2. Gunakan fitur pengingat di ponsel
Buat pengingat harian untuk mengecek jadwal ganjil genap. Ini berguna terutama bagi yang sering berganti kendaraan atau terburu-buru di pagi hari.
3. Pantau kondisi lalu lintas secara real-time
Akses informasi lalu lintas lewat aplikasi atau media sosial untuk mengetahui kepadatan atau penyesuaian rute di area terdampak ganjil genap.
4. Siapkan rencana perjalanan cadangan
Selalu punya rute alternatif, baik melalui jalan bebas ganjil genap maupun menggunakan kombinasi transportasi umum dan ojek online.
5. Manfaatkan moda transportasi kombinasi
Park and ride bisa menjadi solusi: berkendara ke stasiun atau halte terdekat, lalu lanjutkan perjalanan dengan MRT, LRT, atau TransJakarta.

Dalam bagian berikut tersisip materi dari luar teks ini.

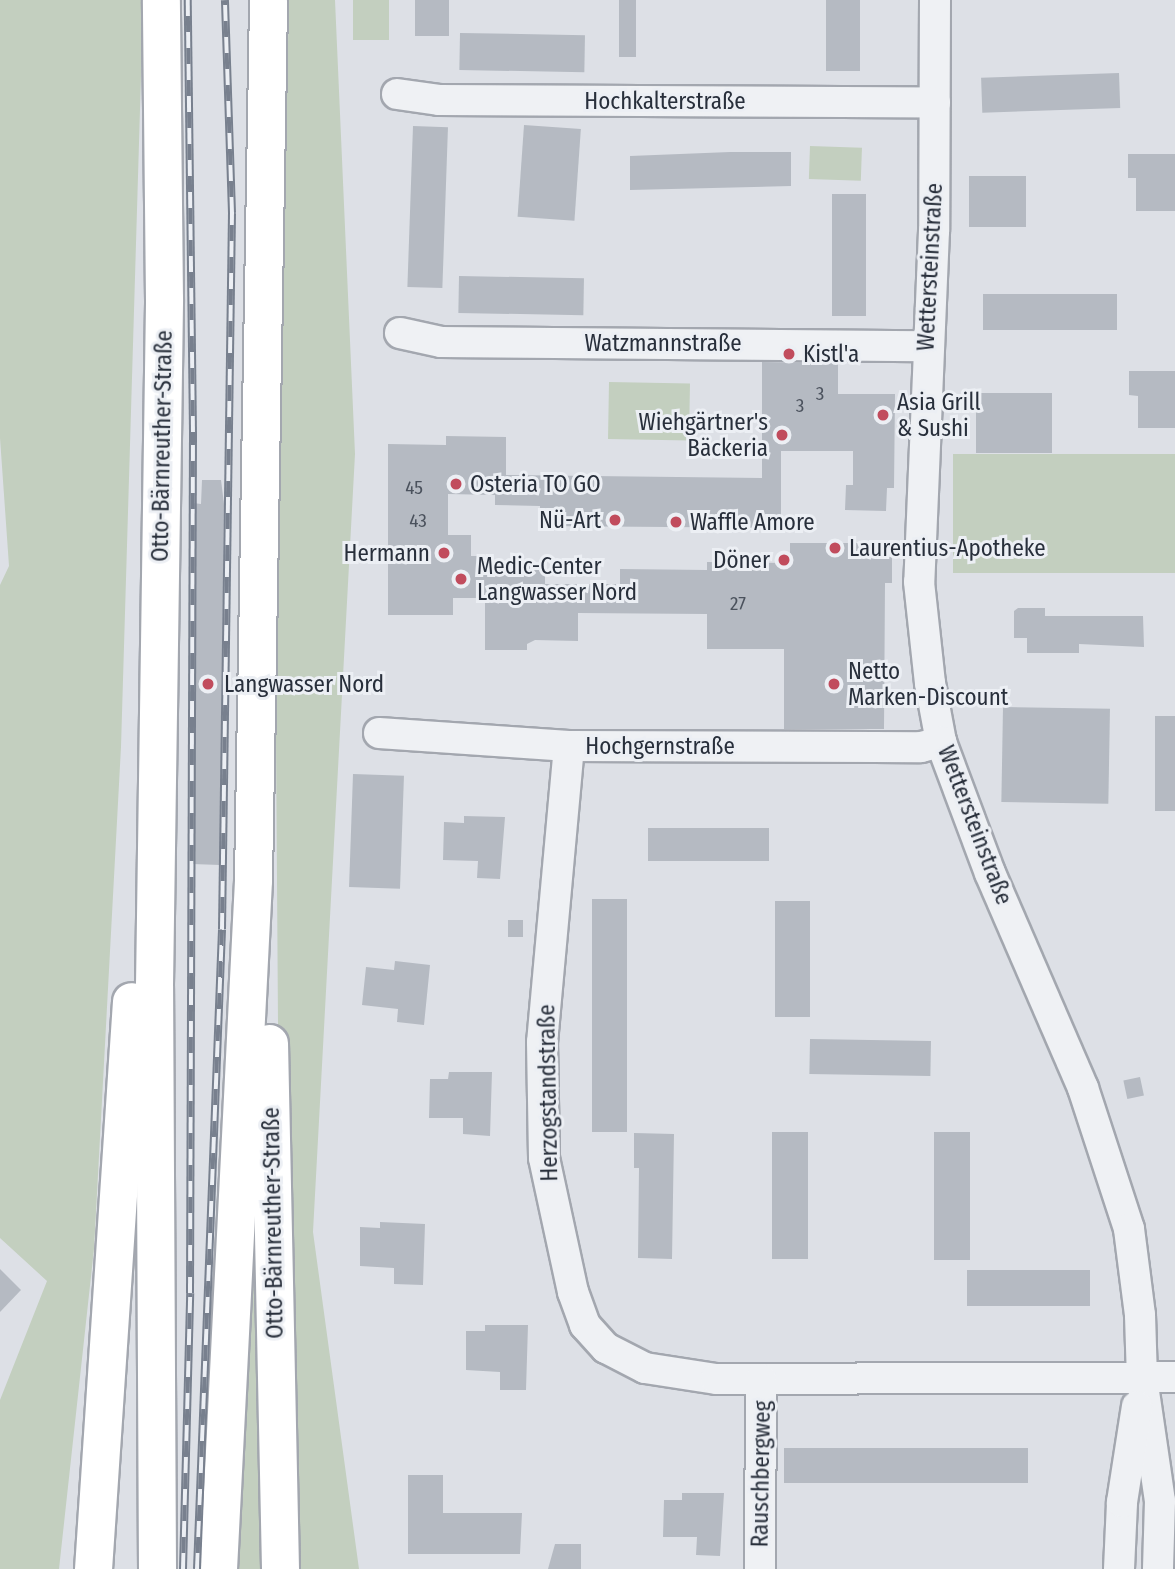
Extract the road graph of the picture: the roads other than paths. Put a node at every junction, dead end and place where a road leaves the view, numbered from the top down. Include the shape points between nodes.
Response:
1 (161, 0) edge
2 (268, 0) edge
3 (935, 0) edge
4 (397, 94) dead end
5 (935, 103) junction
6 (400, 333) dead end
7 (927, 346) junction
8 (379, 733) dead end
9 (942, 743) junction
10 (569, 746) junction
11 (253, 880) junction
12 (155, 891) junction
13 (1175, 1377) edge
14 (1142, 1378) junction
15 (761, 1379) junction
16 (93, 1522) junction
17 (79, 1569) edge
18 (93, 1569) edge
19 (157, 1569) edge
20 (218, 1569) edge
21 (280, 1569) edge
22 (760, 1569) edge
23 (1119, 1569) edge
24 (1158, 1569) edge

1 - 12 main road, Otto-Bärnreuther-Straße via 164,299
2 - 11 main road, Otto-Bärnreuther-Straße
3 - 5 street, Wettersteinstraße
4 - 5 street, Hochkalterstraße via 439,100
5 - 7 street, Wettersteinstraße
6 - 7 street, Watzmannstraße via 441,342
7 - 9 street, Wettersteinstraße via 919,582
8 - 10 street, Hochgernstraße
9 - 10 street, Hochgernstraße via 921,747
9 - 14 street, Wettersteinstraße via 1109,1160 1134,1261
10 - 15 street, Herzogstandstraße via 542,1042 544,1158 573,1292 585,1325 622,1359 645,1368 716,1379
11 - 20 main road, Otto-Bärnreuther-Straße
11 - 21 main road, Otto-Bärnreuther-Straße via 267,931
12 - 16 main road, Otto-Bärnreuther-Straße via 134,953
12 - 19 main road, Otto-Bärnreuther-Straße
13 - 14 street, Herzogstandstraße
14 - 15 street, Herzogstandstraße
14 - 23 street, Wettersteinstraße via 1122,1502
14 - 24 street, Wettersteinstraße via 1160,1502
15 - 22 street, Rauschbergweg
16 - 17 main road, Otto-Bärnreuther-Straße
16 - 18 main road, Otto-Bärnreuther-Straße

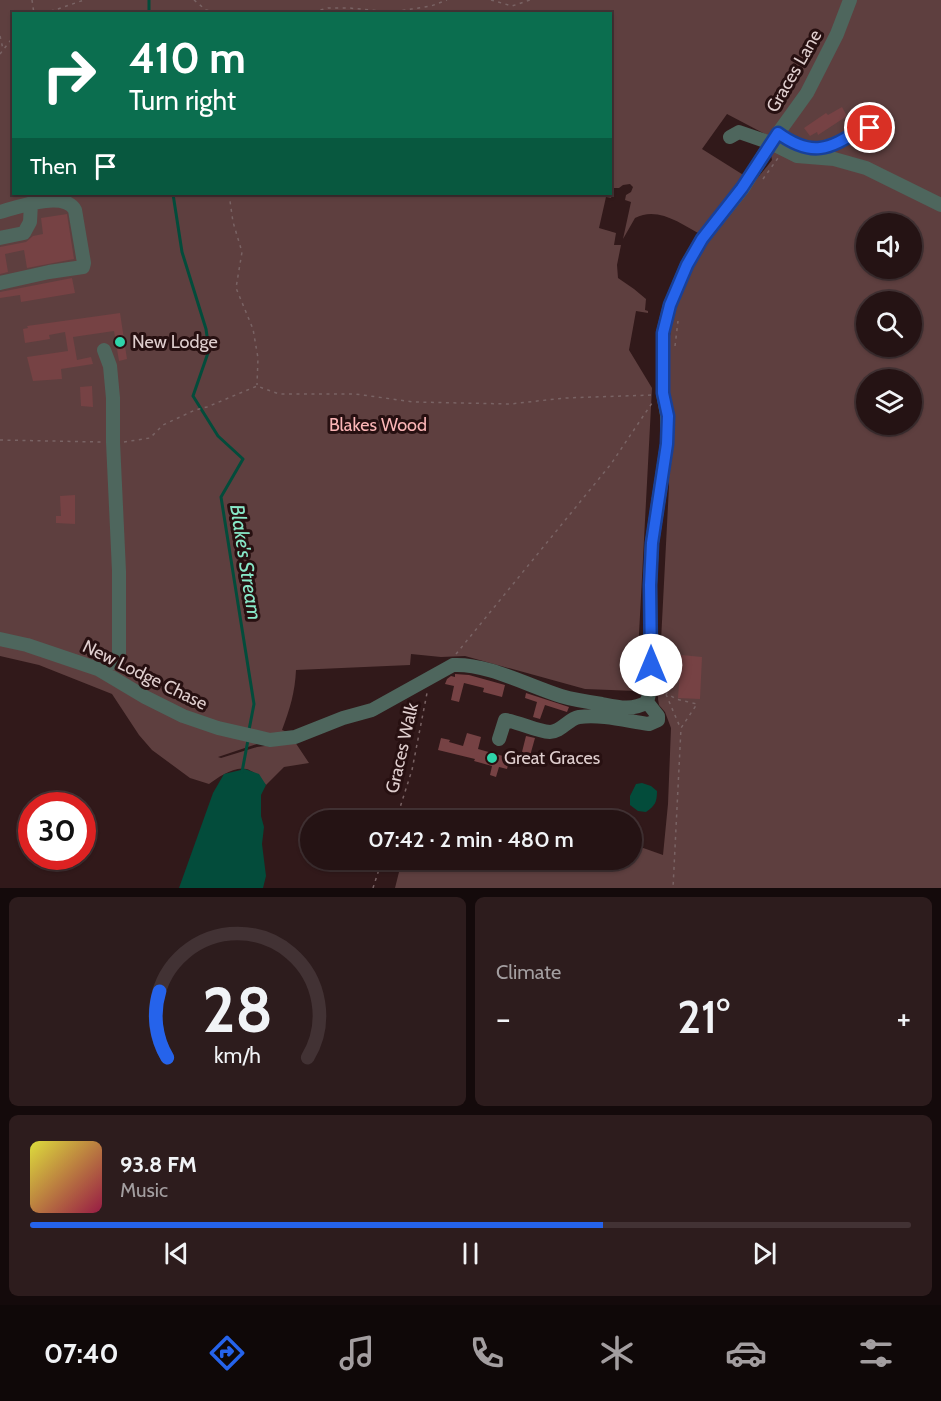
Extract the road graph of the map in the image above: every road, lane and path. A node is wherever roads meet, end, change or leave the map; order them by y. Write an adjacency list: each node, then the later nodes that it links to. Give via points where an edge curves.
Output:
1 (84, 0): 7 (path)
2 (194, 0): 8 (path)
3 (447, 0): 10 (path)
4 (491, 0): 5 (path, via 512,6)
5 (530, 0)
6 (850, 0): 18 (street, Graces Lane, via 807,93)
7 (45, 12)
8 (214, 12)
9 (313, 12): 11 (path, via 349,8)
10 (393, 12)
11 (393, 12)
12 (0, 36): 14 (path)
13 (12, 39): 14 (path)
14 (3, 50): 15 (path)
15 (0, 54)
16 (867, 126): 18 (street, via 832,146 814,149)
17 (730, 137): 18 (street, via 738,132)
18 (775, 138): 22 (street, via 797,156 857,165); 40 (street, Graces Lane, via 692,256 670,305 663,333 667,444 652,543)
19 (779, 156): 20 (path)
20 (759, 184)
21 (229, 195): 30 (path, via 242,252 236,288 254,329)
22 (940, 202)
23 (31, 203): 24 (street); 25 (street, via 24,233); 26 (street, via 65,200 71,204 84,263 76,269)
24 (0, 212)
25 (0, 238)
26 (0, 283)
27 (679, 315): 28 (path)
28 (675, 347)
29 (104, 350): 34 (street, via 110,366)
30 (257, 386): 31 (path, via 279,394 355,394 414,402 510,404); 34 (path, via 163,425 150,438)
31 (658, 394)
32 (653, 402): 36 (path, via 611,464)
33 (0, 440): 34 (path)
34 (113, 441): 37 (street, via 120,572 119,654 114,662)
35 (0, 639): 37 (street, New Lodge Chase)
36 (454, 657)
37 (99, 669): 38 (street, New Lodge Chase, via 183,716 270,740 295,738 372,710)
38 (424, 681): 40 (street, New Lodge Chase, via 448,666 460,665 501,674 560,696 616,707 638,708); 43 (path, Graces Walk, via 428,690 421,727)
39 (665, 692): 40 (path); 41 (path); 41 (path, via 698,704)
40 (648, 698): 42 (street, Graces Lane, via 658,720 654,723 579,717 548,732 505,720)
41 (681, 728): 46 (path)
42 (499, 738)
43 (399, 810)
44 (379, 870): 45 (path)
45 (373, 888)
46 (673, 888)

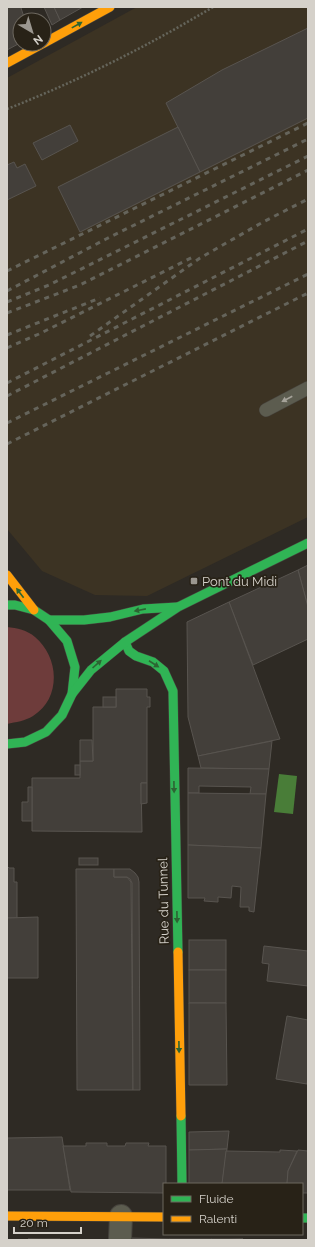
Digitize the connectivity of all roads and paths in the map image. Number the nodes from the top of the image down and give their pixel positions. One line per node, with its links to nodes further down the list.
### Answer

6. Kurangi perjalanan yang tidak mendesak
Jika tidak mendesak untuk bepergian dengan kendaraan pribadi, pertimbangkan menjadwal ulang perjalanan atau menggunakan sarana lain.
7. Berangkat lebih awal atau lebih lambat dari jam ganjil genap
Hindari waktu operasional ganjil genap dengan mengatur jadwal keberangkatan sebelum pukul 06.00 WIB atau sesudah pukul 10.00 WIB di pagi hari, dan setelah pukul 21.00 WIB di malam hari.
8. Jaga kondisi kendaraan dan kelengkapan dokumen
Walaupun sudah sesuai aturan, kondisi kendaraan dan dokumen seperti SIM dan STNK tetap wajib lengkap dan berlaku.
Menghadapi ganjil genap bukan hanya soal menghindari sanksi, tetapi juga bagian dari kesadaran berlalu lintas yang lebih luas. Dengan kesiapan dan sikap disiplin, mobilitas di tengah padatnya aktivitas harian bisa tetap berjalan lancar dan efisien.